===== Recorded data =====

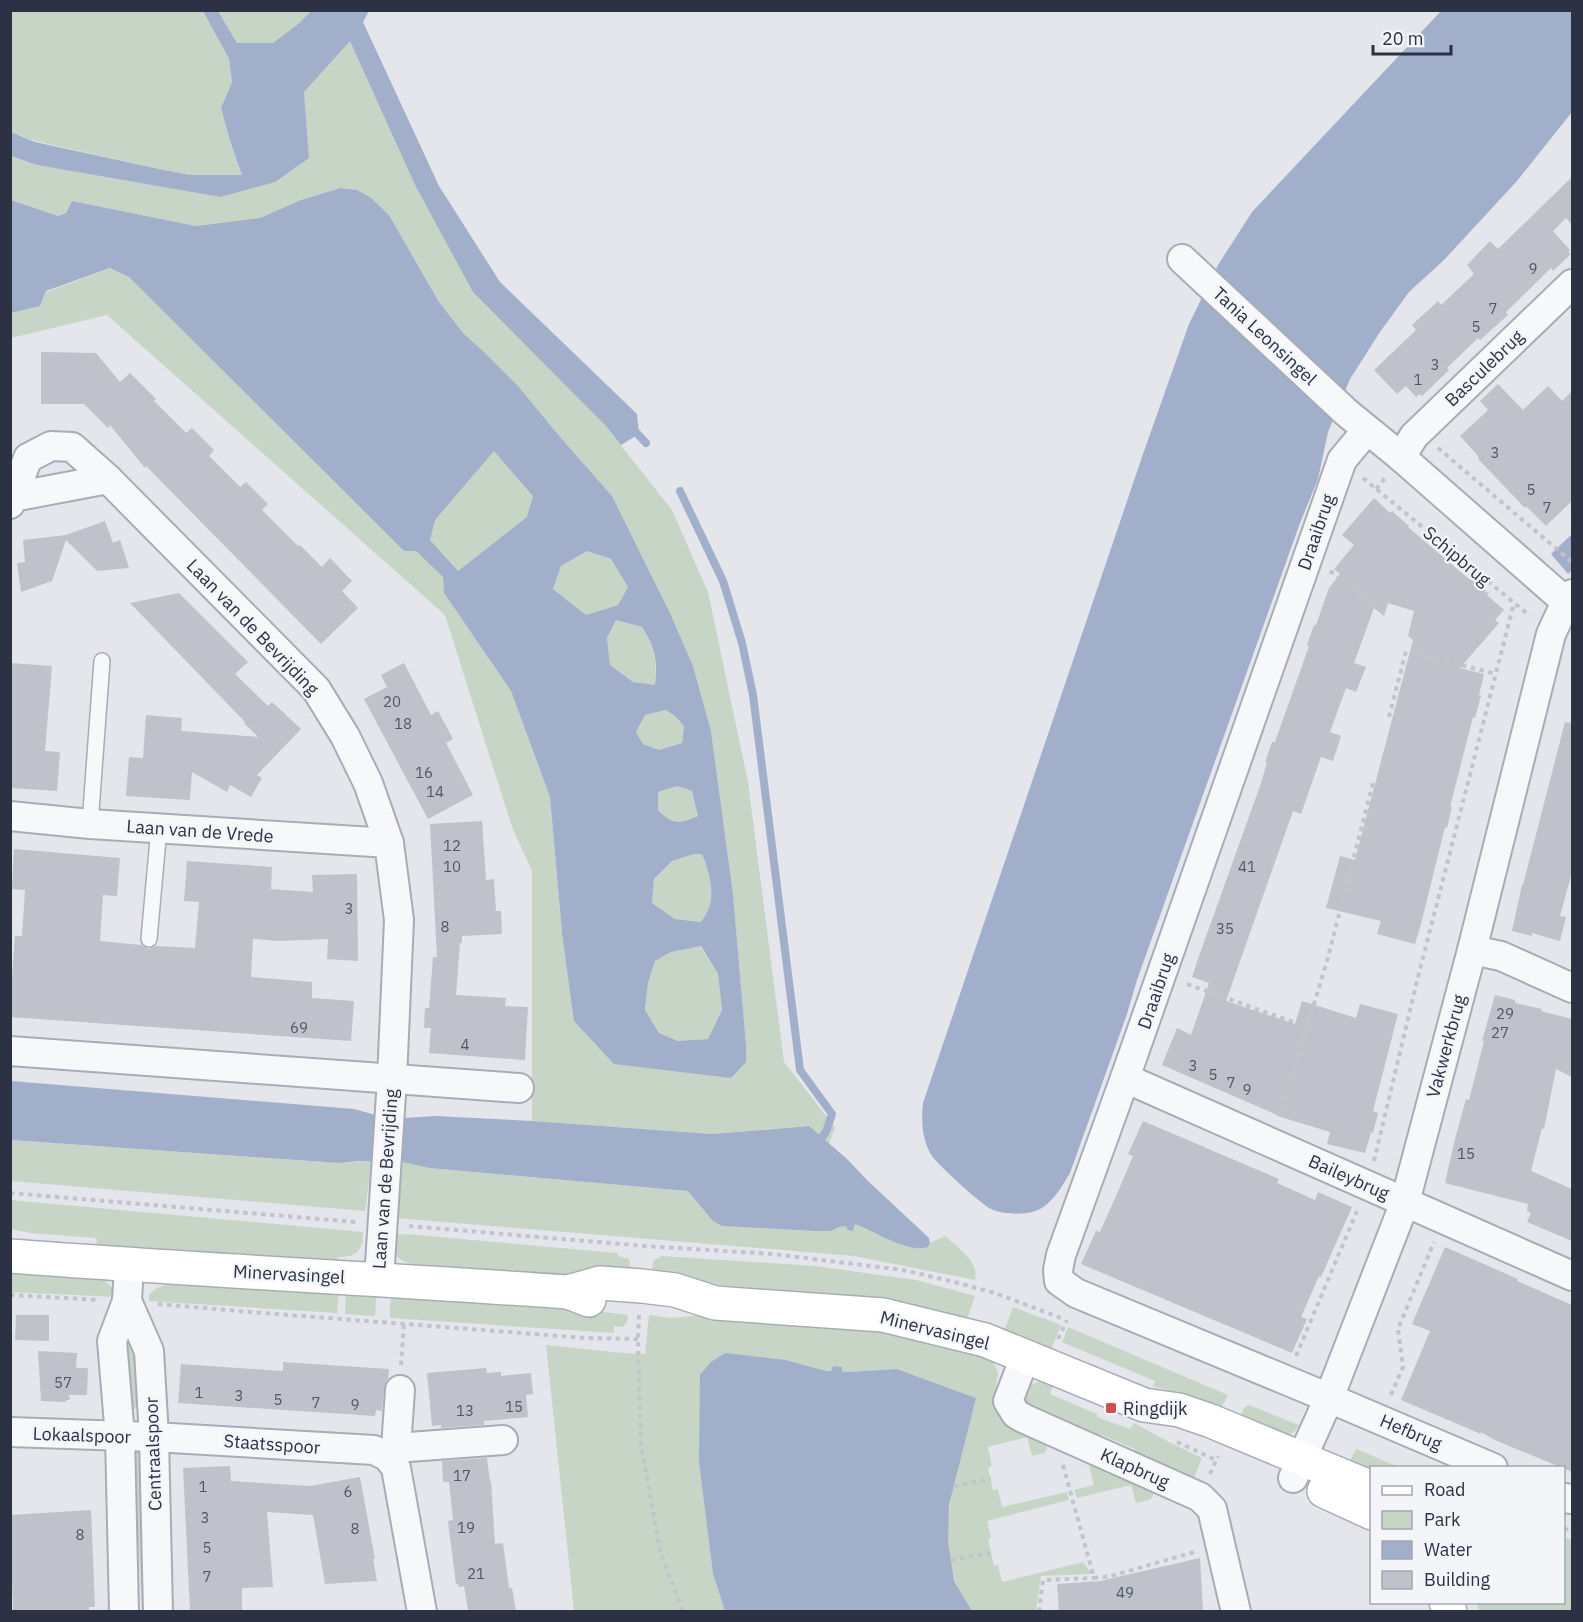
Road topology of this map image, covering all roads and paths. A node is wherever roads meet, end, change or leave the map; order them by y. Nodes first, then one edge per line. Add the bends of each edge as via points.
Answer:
1 (1190, 266) dead end
2 (1572, 284) edge
3 (1357, 421) junction
4 (1418, 432) junction
5 (1401, 457) junction
6 (1342, 460) junction
7 (108, 479) junction
8 (12, 500) edge
9 (1308, 554) junction
10 (1572, 562) edge
11 (1570, 601) edge
12 (1514, 603) junction
13 (1385, 614) dead end
14 (1551, 634) junction
15 (102, 661) dead end
16 (1496, 674) junction
17 (1389, 717) dead end
18 (1373, 783) dead end
19 (10, 816) edge
20 (90, 824) junction
21 (159, 828) junction
22 (389, 843) junction
23 (149, 939) dead end
24 (1472, 950) junction
25 (1161, 975) junction
26 (1572, 988) edge
27 (1307, 1027) junction
28 (10, 1051) edge
29 (1125, 1078) junction
30 (519, 1088) dead end
31 (391, 1089) junction
32 (1272, 1143) junction
33 (1368, 1186) junction
34 (10, 1193) edge
35 (1405, 1202) junction
36 (1444, 1219) junction
37 (382, 1224) junction
38 (10, 1256) edge
39 (129, 1265) junction
40 (1572, 1276) edge
41 (379, 1279) junction
42 (10, 1295) edge
43 (127, 1301) junction
44 (404, 1323) junction
45 (1025, 1357) junction
46 (1285, 1380) junction
47 (399, 1389) joint
48 (1329, 1398) junction
49 (1380, 1419) junction
50 (10, 1432) edge
51 (120, 1437) junction
52 (154, 1437) junction
53 (502, 1440) dead end
54 (392, 1452) junction
55 (1061, 1459) dead end
56 (1491, 1466) edge
57 (1297, 1468) junction
58 (991, 1479) dead end
59 (954, 1485) dead end
60 (1370, 1488) edge
61 (1370, 1512) edge
62 (1221, 1545) junction
63 (991, 1553) dead end
64 (951, 1560) dead end
65 (1094, 1578) junction
66 (124, 1611) edge
67 (158, 1611) edge
68 (423, 1611) edge
69 (683, 1611) edge
70 (1039, 1611) edge
71 (1236, 1611) edge

1 - 3 street, Tania Leonsingel
2 - 4 street, Basculebrug
3 - 5 street, Schipbrug
3 - 6 street, Draaibrug
4 - 5 street, Basculebrug
4 - 10 path
5 - 11 street, Schipbrug
6 - 9 street, Draaibrug
6 - 12 path, Schipbrug
7 - 8 street, Laan van de Bevrijding
7 - 8 street, Laan van de Bevrijding via 72,447 51,446 28,458
7 - 22 street, Laan van de Bevrijding via 316,689 368,783
9 - 13 path
9 - 25 street, Draaibrug
11 - 14 street, Vakwerkbrug
12 - 14 path, Schipbrug
12 - 16 path
14 - 24 street, Vakwerkbrug
15 - 20 lane
16 - 17 path via 1406,651
16 - 33 path
18 - 27 path
19 - 20 street, Laan van de Vrede
20 - 21 street, Laan van de Vrede
21 - 22 street, Laan van de Vrede
21 - 23 lane
22 - 31 street, Laan van de Bevrijding via 399,920
24 - 26 street via 1501,956
24 - 35 street, Vakwerkbrug
25 - 27 path
25 - 29 street, Draaibrug
27 - 32 path
28 - 31 street, Laan van de Bevrijding
29 - 32 street, Baileybrug
29 - 46 street, Draaibrug via 1061,1255 1059,1281 1076,1293
30 - 31 street, Laan van de Bevrijding
31 - 37 street, Laan van de Bevrijding
32 - 33 street, Baileybrug
33 - 35 street, Baileybrug
33 - 46 path
34 - 37 path
35 - 36 street, Baileybrug
35 - 48 street, Vakwerkbrug
36 - 40 street, Baileybrug
36 - 49 path via 1398,1329 1403,1367
37 - 41 street, Laan van de Bevrijding
38 - 39 street, Minervasingel
39 - 41 street, Minervasingel
39 - 43 street, Centraalspoor
41 - 45 street, Minervasingel via 568,1292 600,1283 675,1290 715,1303 883,1315 973,1337
42 - 43 path
43 - 44 path
43 - 51 street, Centraalspoor via 112,1341
43 - 52 street, Centraalspoor via 149,1352
44 - 47 path
44 - 69 path via 638,1339 641,1445 660,1551
45 - 57 street, Minervasingel via 1144,1405 1171,1426
45 - 62 street, Klapbrug via 1008,1401 1016,1414 1200,1497 1212,1509
46 - 48 street, Draaibrug
47 - 54 street
48 - 49 street, Hefbrug
48 - 57 street, Vakwerkbrug
49 - 56 street, Hefbrug
50 - 51 street, Lokaalspoor
51 - 52 street, Lokaalspoor
51 - 66 street, Centraalspoor
52 - 54 street, Staatsspoor
52 - 67 street, Centraalspoor
53 - 54 street, Staatsspoor
54 - 68 street
55 - 65 path
57 - 60 street, Minervasingel
57 - 61 street, Minervasingel
58 - 59 path
62 - 65 path
62 - 71 street, Klapbrug
63 - 64 path
65 - 70 path via 1043,1581

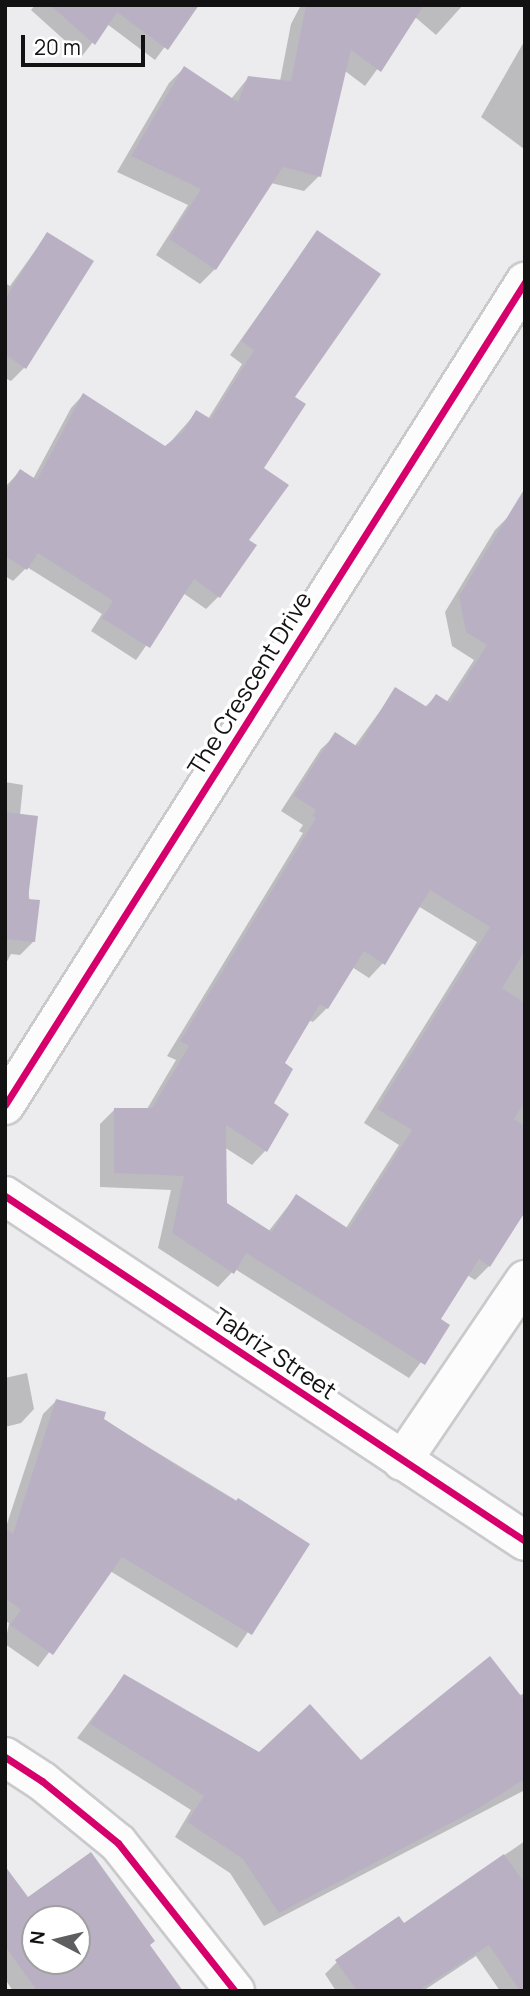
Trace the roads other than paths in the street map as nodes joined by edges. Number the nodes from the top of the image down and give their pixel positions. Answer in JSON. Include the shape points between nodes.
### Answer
{"nodes":[{"id":1,"x":525,"y":282,"type":"edge"},
{"id":2,"x":5,"y":1105,"type":"edge"},
{"id":3,"x":5,"y":1196,"type":"edge"},
{"id":4,"x":525,"y":1280,"type":"edge"},
{"id":5,"x":402,"y":1461,"type":"junction"},
{"id":6,"x":525,"y":1541,"type":"edge"},
{"id":7,"x":5,"y":1757,"type":"edge"},
{"id":8,"x":235,"y":1991,"type":"edge"}],
"edges":[{"from":1,"to":2,"type":"street","name":"The Crescent Drive"},
{"from":3,"to":5,"type":"street","name":"Tabriz Street"},
{"from":4,"to":5,"type":"street"},
{"from":5,"to":6,"type":"street","name":"Tabriz Street"},
{"from":7,"to":8,"type":"street","via":[[118,1843],[170,1903]]}]}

=====

## Exercise instructions
Tally the lines in the records containing the string "Draaibrug"; output only the tally.

## Response area
6